Pretty lies are the things that I have believed throughout my life. There are too many to list. There are millions of lies that I've told myself, we all have. But, some of my lies were so big that they allowed me to throw away years of potential, years where I could have grown emotionally and spiritually. The lies I'm sharing today are only a fraction of the lies that pertain to men and my sexuality.

  • I have a man that loves me. Now I can find the strength to work through all of this mess from my past. This lie later became, "if a man loved me, I could find the strength to work through... " Then it became, "Oh good, someone loves me, now I can find the strength to work through...." 
  • I don't need anyone else to love me as long as I like who I am.
  • It doesn't matter if the guy doesn't love me. I don't love him either. Everyone needs companionship from time to time. 
  • Casual sex is okay as long as both people are consenting adults and neither one has the expectation of more.
  • Everyone has had more partners than they will admit to. It is okay that I don't remember names and faces.   
  • These are harmless diversions. 
  • All rape victims end up with some sort of dysfunction it's unavoidable.
  • It is okay if a man isn't "exactly" right for you. If it doesn't work out, there is always divorce. You survived one, you can survive another.
  • So he drinks a little. It's alright, it doesn't affect me. This lie used to be, "so he smokes a little pot, it won't affect me."
I think that I always knew that some of the lies that I listed were lies that I was telling myself so that I wouldn't have to change.
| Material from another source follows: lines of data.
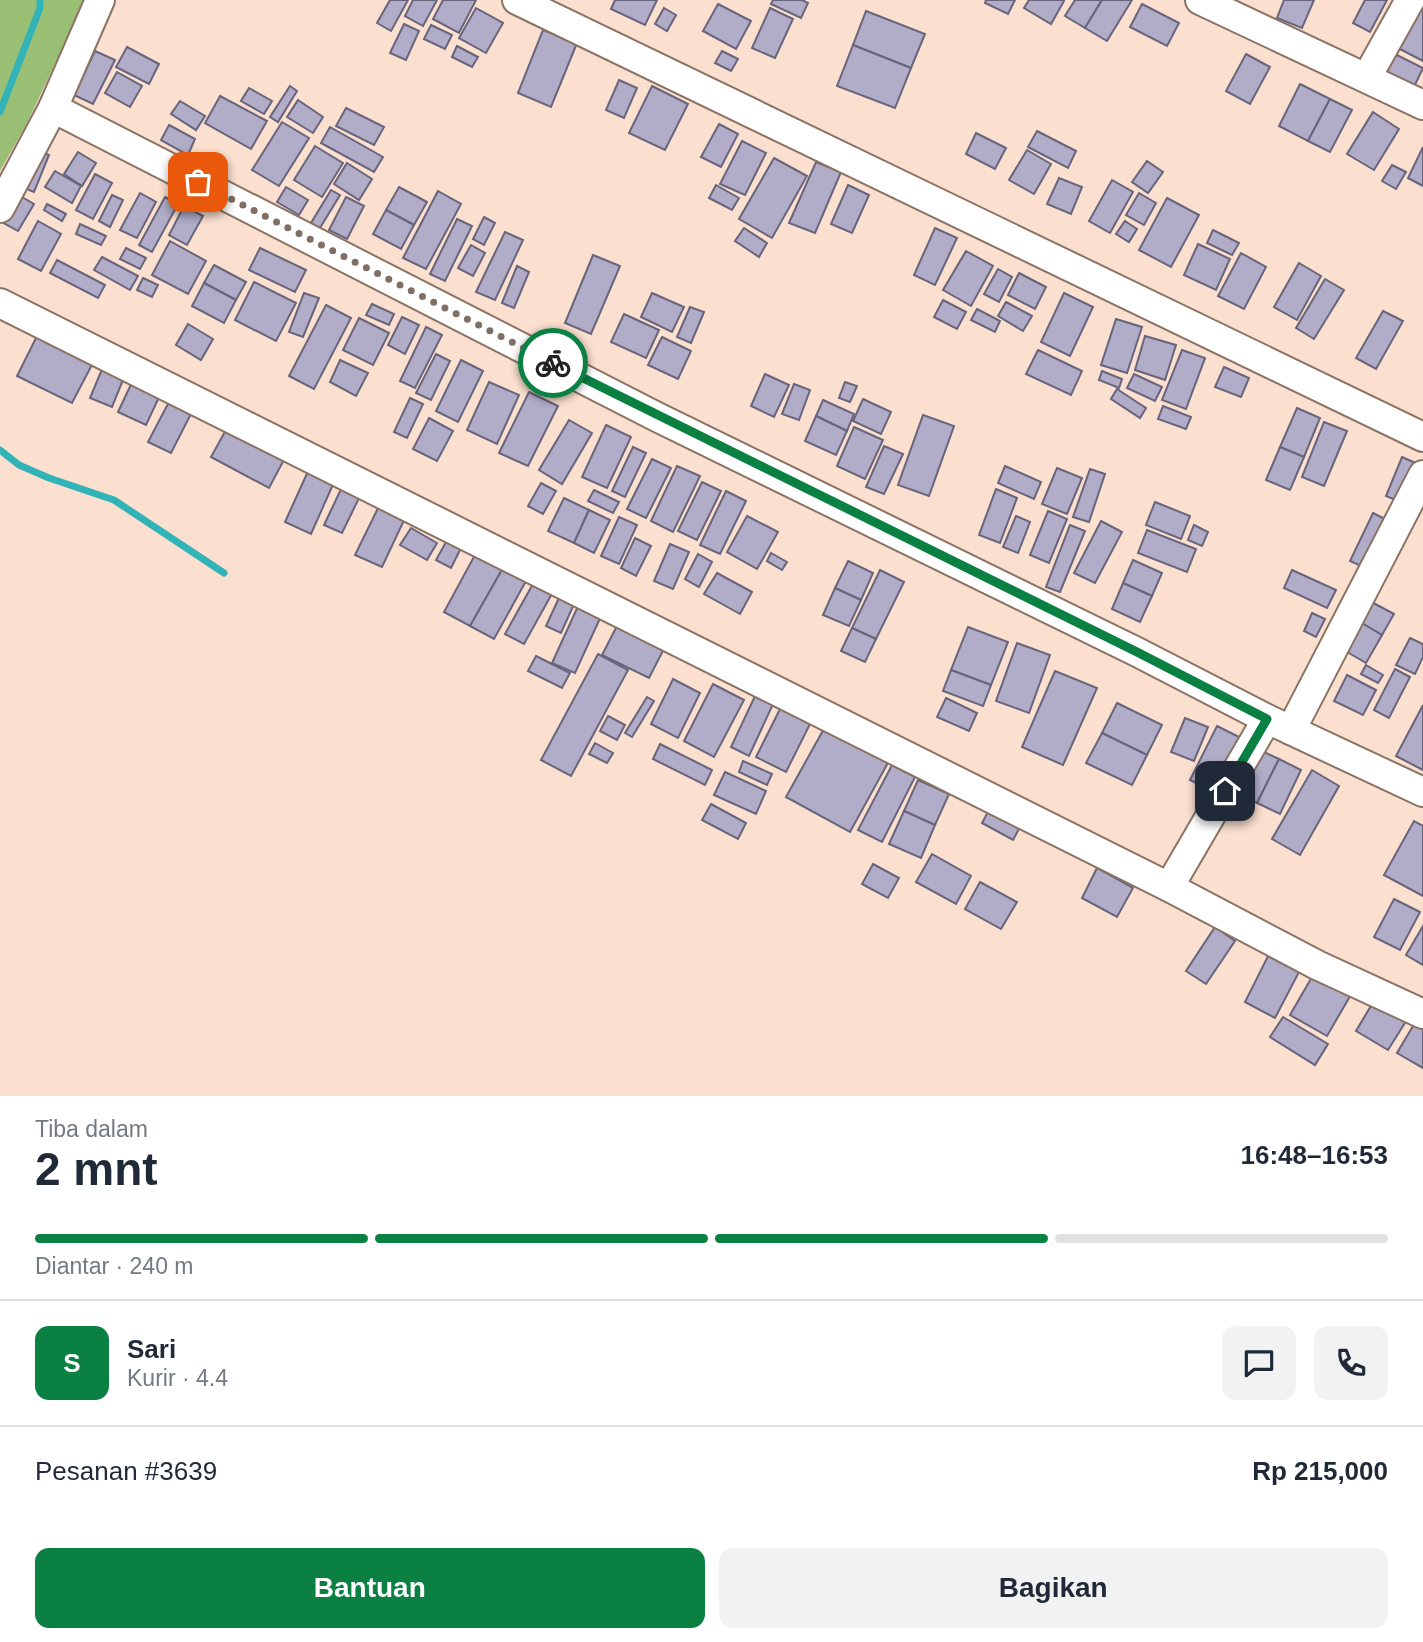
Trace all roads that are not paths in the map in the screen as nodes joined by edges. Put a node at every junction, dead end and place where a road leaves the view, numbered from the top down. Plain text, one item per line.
1 (100, 0) edge
2 (517, 0) edge
3 (1200, 0) edge
4 (1410, 0) edge
5 (1367, 77) junction
6 (1423, 105) edge
7 (52, 107) junction
8 (0, 208) edge
9 (0, 303) edge
10 (1423, 437) edge
11 (1423, 475) edge
12 (1279, 725) junction
13 (1423, 792) edge
14 (1169, 887) junction
15 (1423, 1014) edge

1 - 7 street
2 - 10 street
3 - 5 street
4 - 5 street
5 - 6 street
7 - 8 street
7 - 12 street
9 - 14 street
11 - 12 street
12 - 13 street
12 - 14 street
14 - 15 street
I won't lie, changing stinks. It is so hard. Changing requires turning away from a habit that is second nature and trusting that once it is out of your life, you will be so relieved that you wouldn't dream of going back. In my wildest dreams, I couldn't imagine not missing certain parts of my life. In my wildest dreams I couldn't imagine a life where I didn't care if men were calling me or not. In my wildest dreams, I could not imagine a serious dating relationship, with one man.  I would never have allowed myself to dream of trusting a man with my heart. Well, on that last one, I still don't, but I really really want to. But, for now, I need to let God be the only one that I trust with my heart. He's the only one that can understand how broken it is. He is the only one that will know the right human man who can be trusted. 

I knew intellectually that other people did not live their lives the way I lived mine. So many times I thought, "It's easy for her, she has a husband and her life is easier." I don't know how I ever let that pass as a truth. I'd been married, nothing about it was easier. The ugly truth is that I lived the way I did to avoid a pain, abandonment, and rejection. It makes no sense logically, but I was using faulty logic. 

The ugly truth is that having multiple relationships brought me more rejection and more pain. The ugly truth is that I was, and am, so painfully insecure that I accepted meaningless relationships just to avoid being alone. I allowed myself to get into serious relationships (2 marriages) with men who I knew to be wrong for me. Looking back, it was almost as if they were my drug of choice, like a cutter who mutilates himself/herself. There was rarely a moment of bliss or happiness during those times. It was like I was testing myself with pain to be sure that I was still alive. As long as I felt pain each day I knew I was alive.  

I'm sure that my blog posts will mirror my personal journal, meaning they will be all over the place. One entry might be about today and another will be about childhood. Some entries, like today's will be about my belief system, ever so faulty. Thank you for reading.